Activity
Go through the records and extract every line with the word "学園東通り".
━━━ Input for this task
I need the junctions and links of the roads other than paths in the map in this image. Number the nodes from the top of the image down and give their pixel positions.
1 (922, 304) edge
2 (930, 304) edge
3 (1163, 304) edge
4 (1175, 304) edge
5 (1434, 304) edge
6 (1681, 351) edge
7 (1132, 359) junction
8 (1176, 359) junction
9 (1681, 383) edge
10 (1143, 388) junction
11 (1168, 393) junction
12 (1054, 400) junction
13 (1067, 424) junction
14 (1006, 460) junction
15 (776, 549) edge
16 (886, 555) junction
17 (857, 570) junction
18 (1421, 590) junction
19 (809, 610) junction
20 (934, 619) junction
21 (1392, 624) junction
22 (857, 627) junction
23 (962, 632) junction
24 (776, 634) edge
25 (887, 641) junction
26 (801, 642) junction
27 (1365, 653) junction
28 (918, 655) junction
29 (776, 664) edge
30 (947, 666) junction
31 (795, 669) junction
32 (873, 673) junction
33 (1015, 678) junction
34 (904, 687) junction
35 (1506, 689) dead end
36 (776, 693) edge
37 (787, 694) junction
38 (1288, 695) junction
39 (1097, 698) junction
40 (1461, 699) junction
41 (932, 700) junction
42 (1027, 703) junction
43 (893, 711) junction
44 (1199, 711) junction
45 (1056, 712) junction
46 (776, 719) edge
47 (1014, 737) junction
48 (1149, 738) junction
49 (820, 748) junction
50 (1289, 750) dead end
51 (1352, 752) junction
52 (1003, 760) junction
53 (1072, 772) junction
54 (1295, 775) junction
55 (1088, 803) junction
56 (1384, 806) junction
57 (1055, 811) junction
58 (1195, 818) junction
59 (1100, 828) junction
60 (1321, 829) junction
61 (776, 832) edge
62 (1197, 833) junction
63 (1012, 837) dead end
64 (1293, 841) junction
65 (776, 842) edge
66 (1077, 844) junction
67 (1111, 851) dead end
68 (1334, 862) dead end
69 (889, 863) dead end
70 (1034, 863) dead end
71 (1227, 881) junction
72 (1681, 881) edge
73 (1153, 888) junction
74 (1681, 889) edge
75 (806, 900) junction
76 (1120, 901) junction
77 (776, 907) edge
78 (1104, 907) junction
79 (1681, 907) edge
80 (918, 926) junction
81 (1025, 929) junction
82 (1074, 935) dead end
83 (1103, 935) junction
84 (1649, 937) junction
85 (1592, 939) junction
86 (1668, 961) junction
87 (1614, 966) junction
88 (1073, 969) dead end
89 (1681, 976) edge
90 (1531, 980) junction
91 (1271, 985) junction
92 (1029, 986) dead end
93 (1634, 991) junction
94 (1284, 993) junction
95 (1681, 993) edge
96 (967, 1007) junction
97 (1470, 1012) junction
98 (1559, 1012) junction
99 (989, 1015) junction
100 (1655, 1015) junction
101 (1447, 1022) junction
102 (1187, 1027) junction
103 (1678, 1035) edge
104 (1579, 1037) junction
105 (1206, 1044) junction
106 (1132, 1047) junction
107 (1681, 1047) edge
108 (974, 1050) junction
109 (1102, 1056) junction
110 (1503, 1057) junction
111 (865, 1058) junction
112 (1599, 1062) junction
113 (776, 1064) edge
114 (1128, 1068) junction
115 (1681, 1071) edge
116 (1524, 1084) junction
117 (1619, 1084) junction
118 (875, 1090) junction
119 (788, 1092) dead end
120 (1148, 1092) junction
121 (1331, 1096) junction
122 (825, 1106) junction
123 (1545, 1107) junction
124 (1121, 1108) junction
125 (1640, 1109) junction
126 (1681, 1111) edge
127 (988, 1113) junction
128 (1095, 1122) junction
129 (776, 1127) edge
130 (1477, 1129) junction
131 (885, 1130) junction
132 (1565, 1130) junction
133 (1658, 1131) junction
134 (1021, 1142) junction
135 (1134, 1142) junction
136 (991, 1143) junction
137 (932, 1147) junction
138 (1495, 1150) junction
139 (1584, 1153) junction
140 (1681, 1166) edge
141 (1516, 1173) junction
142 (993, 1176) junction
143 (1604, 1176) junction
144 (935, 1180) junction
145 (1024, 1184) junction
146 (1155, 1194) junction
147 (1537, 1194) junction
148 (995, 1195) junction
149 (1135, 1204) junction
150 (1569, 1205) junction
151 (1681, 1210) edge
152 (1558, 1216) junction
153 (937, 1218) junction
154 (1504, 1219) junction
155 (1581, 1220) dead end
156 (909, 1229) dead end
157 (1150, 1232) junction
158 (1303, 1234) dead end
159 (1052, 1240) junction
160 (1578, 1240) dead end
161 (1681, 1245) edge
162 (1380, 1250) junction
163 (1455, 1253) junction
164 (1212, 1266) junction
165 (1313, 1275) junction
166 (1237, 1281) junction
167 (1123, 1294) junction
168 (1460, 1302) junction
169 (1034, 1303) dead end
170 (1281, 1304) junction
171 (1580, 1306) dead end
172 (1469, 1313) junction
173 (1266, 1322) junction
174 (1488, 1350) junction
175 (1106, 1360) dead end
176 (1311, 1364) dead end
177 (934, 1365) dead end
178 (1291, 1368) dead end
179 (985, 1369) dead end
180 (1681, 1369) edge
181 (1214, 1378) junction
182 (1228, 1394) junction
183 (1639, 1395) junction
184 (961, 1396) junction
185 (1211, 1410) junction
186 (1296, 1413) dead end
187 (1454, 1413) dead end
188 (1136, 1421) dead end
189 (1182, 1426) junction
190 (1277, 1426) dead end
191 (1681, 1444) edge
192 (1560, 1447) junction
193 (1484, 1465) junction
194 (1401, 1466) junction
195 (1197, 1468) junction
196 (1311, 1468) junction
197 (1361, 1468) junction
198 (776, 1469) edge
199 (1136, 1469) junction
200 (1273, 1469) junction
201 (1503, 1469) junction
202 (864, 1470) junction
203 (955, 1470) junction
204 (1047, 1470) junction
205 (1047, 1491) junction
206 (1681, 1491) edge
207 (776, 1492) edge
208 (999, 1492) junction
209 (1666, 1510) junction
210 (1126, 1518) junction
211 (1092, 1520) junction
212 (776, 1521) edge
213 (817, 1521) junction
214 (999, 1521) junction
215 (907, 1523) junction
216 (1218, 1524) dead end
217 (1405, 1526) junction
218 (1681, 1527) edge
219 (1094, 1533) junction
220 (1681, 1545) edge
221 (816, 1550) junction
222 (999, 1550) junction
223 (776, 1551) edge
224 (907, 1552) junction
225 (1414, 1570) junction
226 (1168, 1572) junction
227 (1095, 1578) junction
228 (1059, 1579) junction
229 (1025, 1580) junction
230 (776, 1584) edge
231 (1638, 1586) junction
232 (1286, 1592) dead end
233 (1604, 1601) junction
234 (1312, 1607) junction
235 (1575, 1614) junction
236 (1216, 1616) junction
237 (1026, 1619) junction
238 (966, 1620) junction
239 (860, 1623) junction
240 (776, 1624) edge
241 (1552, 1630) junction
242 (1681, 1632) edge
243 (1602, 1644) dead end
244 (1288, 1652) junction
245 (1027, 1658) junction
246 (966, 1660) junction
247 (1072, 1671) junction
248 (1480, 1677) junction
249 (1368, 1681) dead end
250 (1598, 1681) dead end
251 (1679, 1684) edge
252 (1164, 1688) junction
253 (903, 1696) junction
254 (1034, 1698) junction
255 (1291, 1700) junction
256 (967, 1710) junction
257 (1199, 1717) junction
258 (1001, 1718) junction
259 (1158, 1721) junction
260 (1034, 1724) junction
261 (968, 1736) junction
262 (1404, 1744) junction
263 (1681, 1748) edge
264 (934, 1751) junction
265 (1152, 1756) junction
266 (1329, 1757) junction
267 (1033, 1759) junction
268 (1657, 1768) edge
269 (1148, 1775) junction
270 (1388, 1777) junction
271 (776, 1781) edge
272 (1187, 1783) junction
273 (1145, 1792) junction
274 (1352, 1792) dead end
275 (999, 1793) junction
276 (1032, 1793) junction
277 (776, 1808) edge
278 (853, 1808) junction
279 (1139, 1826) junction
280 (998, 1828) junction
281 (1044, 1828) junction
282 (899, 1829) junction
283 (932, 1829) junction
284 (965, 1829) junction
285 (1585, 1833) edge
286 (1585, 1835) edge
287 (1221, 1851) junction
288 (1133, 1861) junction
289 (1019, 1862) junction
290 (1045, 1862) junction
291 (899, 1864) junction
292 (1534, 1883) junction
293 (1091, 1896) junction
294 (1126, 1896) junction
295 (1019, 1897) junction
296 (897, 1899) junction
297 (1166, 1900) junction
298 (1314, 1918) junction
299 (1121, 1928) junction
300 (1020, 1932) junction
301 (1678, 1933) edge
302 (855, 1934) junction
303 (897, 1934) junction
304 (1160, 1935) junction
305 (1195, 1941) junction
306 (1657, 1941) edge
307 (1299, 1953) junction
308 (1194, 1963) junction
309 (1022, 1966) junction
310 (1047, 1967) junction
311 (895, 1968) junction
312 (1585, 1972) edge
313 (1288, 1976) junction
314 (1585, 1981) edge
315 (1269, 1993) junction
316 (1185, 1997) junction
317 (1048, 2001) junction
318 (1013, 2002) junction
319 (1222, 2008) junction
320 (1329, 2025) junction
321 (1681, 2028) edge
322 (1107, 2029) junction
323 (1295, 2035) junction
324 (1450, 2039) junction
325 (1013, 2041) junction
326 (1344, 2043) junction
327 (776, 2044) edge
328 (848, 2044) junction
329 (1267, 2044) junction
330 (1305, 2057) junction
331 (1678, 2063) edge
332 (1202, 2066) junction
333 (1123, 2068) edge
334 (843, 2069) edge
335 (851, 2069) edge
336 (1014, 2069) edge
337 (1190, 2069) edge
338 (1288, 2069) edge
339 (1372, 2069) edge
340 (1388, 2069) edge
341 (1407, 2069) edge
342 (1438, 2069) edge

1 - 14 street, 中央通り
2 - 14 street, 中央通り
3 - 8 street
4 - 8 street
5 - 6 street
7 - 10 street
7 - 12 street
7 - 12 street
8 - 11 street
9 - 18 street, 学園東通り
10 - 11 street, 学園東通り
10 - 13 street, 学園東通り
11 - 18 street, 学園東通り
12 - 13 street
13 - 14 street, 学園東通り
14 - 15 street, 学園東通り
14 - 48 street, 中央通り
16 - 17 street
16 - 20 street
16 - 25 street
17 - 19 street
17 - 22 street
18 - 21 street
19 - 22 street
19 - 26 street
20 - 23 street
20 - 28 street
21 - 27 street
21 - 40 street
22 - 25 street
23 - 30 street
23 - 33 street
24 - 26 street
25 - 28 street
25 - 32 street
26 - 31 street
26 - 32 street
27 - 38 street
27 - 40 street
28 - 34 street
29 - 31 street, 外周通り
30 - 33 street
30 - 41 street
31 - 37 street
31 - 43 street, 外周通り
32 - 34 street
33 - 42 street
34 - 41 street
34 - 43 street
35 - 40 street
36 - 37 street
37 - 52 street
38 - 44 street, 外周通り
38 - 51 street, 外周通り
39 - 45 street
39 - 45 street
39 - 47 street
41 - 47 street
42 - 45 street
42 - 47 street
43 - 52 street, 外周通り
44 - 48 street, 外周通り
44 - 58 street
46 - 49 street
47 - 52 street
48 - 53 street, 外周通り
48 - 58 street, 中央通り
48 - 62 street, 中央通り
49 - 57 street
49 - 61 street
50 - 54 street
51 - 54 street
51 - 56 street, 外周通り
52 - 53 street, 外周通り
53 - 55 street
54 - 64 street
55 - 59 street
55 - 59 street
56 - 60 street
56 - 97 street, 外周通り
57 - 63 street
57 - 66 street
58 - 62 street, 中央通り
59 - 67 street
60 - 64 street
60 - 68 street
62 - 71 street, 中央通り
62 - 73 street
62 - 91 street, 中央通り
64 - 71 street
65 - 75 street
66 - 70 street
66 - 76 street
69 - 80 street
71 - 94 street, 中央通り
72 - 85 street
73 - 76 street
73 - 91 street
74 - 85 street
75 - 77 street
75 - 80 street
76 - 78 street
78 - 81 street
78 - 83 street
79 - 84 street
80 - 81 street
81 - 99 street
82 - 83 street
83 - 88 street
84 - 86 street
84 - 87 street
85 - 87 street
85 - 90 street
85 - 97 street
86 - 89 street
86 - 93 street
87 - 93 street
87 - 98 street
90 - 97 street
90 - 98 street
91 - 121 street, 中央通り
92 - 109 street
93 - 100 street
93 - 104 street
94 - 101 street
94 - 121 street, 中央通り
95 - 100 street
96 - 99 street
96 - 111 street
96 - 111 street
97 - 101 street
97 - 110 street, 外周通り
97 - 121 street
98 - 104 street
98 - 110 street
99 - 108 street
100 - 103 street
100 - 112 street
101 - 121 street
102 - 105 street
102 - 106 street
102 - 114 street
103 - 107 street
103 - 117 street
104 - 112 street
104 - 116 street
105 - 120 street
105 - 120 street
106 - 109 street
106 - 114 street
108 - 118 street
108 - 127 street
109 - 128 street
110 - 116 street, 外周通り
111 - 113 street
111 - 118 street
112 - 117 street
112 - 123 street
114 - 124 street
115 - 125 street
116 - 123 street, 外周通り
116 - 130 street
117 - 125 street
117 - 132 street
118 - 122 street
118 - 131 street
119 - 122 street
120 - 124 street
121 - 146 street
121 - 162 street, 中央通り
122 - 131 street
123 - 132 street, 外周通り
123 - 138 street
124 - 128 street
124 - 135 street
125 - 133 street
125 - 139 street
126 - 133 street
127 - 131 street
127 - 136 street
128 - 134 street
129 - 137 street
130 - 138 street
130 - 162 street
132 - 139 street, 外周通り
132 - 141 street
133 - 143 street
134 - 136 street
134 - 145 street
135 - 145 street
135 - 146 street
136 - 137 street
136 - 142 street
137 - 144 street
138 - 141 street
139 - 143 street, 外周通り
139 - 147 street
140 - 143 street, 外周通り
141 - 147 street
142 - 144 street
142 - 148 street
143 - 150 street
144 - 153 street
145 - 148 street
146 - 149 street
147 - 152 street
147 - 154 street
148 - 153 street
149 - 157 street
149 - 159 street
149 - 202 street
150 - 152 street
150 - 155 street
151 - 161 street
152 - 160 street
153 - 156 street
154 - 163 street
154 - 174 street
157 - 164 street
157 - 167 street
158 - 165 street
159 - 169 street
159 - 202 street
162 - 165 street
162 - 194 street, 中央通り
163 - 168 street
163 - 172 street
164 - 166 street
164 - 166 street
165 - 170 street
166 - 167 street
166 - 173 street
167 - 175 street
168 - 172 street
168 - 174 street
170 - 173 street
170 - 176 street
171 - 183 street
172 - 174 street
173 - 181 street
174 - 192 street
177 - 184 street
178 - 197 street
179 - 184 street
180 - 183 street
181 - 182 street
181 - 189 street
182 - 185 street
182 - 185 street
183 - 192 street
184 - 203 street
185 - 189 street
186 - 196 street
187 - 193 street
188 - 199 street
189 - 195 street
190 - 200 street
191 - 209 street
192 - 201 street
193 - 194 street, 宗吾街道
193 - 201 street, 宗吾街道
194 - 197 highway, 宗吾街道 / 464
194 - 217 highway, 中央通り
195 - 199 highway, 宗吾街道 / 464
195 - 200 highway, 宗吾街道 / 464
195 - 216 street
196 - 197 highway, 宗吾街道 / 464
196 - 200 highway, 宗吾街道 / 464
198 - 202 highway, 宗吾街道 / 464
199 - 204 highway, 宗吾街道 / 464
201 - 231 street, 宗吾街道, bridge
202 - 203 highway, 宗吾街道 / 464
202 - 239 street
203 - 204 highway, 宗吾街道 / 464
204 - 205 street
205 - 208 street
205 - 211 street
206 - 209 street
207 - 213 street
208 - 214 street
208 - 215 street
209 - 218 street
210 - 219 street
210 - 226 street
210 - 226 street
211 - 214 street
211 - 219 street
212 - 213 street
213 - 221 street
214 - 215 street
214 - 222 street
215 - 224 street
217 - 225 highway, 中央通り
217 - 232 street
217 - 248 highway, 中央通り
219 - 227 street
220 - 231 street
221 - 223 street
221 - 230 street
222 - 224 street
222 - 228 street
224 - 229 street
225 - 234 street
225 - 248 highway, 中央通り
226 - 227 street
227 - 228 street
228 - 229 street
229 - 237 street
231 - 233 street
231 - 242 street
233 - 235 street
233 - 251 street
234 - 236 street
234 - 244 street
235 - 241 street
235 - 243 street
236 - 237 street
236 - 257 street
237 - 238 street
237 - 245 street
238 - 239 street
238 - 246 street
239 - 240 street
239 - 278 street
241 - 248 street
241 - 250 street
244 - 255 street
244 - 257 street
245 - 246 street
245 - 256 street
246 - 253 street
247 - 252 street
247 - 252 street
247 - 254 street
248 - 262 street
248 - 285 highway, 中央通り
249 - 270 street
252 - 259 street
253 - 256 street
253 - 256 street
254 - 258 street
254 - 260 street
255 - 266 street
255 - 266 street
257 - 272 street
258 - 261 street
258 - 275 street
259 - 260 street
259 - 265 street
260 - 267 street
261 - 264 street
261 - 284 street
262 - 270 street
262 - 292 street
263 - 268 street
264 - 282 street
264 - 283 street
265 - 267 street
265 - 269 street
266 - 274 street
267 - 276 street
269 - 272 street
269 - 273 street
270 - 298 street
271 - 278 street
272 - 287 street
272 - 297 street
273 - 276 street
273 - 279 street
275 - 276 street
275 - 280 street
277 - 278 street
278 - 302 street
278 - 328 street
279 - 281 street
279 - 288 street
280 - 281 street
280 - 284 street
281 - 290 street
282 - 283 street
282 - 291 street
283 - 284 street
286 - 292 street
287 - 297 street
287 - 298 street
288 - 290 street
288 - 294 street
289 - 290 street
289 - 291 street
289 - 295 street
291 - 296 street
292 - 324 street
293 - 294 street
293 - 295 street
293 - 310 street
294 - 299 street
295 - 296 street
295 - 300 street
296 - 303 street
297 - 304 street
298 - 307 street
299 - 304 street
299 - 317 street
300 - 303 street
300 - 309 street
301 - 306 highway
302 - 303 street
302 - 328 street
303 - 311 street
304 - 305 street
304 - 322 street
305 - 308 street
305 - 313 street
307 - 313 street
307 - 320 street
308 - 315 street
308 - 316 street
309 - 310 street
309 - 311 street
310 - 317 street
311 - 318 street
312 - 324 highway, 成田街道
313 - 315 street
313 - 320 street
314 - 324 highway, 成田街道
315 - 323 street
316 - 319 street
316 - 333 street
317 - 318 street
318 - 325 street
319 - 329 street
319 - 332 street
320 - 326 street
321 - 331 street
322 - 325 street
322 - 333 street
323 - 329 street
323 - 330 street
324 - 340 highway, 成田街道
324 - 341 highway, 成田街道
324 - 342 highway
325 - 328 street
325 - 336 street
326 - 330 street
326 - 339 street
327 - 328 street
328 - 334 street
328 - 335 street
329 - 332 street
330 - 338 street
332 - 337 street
━━━━━━
Response
9 - 18 street, 学園東通り
10 - 11 street, 学園東通り
10 - 13 street, 学園東通り
11 - 18 street, 学園東通り
13 - 14 street, 学園東通り
14 - 15 street, 学園東通り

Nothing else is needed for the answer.